DESCRIPTION OF THE TASK
Gather all lines from the material that contain "middle".

ENTRIES PROVIDED
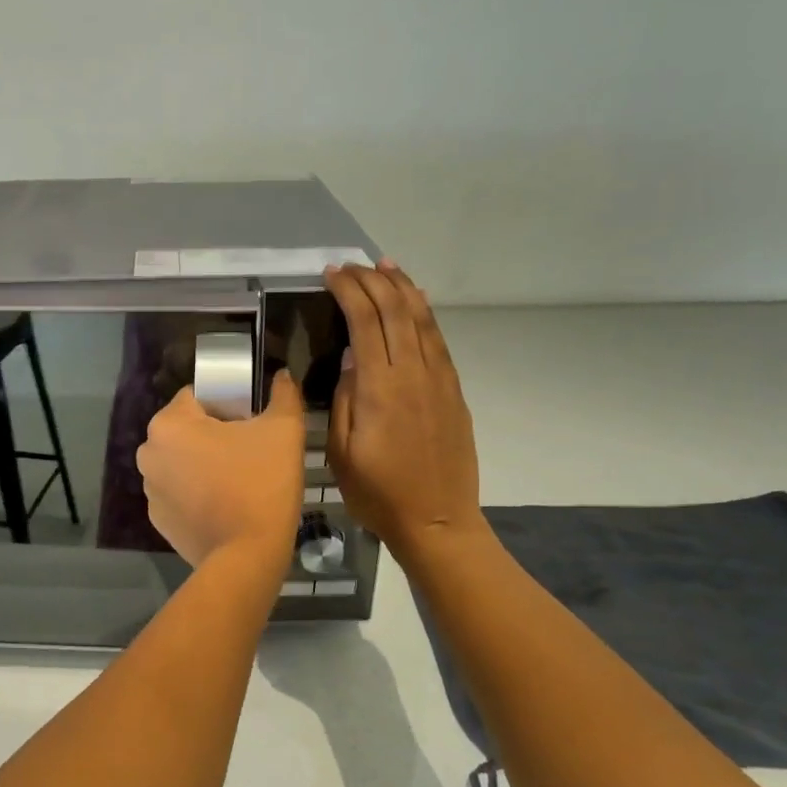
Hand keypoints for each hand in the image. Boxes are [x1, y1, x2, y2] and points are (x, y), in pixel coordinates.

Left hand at [138, 371, 305, 571]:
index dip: (227, 404)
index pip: (197, 396)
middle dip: (213, 435)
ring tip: (238, 482)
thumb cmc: (262, 484)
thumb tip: (282, 376)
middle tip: (249, 452)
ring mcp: (149, 489)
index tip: (251, 423)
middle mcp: (149, 452)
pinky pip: (179, 493)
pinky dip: (196, 493)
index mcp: (170, 423)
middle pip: (186, 429)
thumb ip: (283, 395)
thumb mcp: (284, 430)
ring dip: (203, 464)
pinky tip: (224, 505)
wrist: (248, 556)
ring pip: (181, 462)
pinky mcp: (158, 520)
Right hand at [323, 261, 482, 559]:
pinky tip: (416, 304)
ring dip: (403, 287)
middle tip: (351, 266)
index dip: (348, 291)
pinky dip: (424, 314)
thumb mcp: (343, 453)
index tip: (331, 275)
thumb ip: (345, 399)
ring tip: (386, 267)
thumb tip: (351, 358)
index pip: (365, 321)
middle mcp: (414, 373)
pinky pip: (438, 340)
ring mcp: (439, 380)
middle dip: (373, 280)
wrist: (437, 521)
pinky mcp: (454, 392)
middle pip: (396, 310)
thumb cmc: (379, 493)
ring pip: (422, 319)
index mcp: (380, 388)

ANSWER BOX
middle dip: (213, 435)
middle tip: (249, 452)
middle mcp: (149, 452)
middle pip: (186, 429)
middle tip: (351, 266)
middle mcp: (414, 373)
middle dip: (373, 280)
middle pip: (396, 310)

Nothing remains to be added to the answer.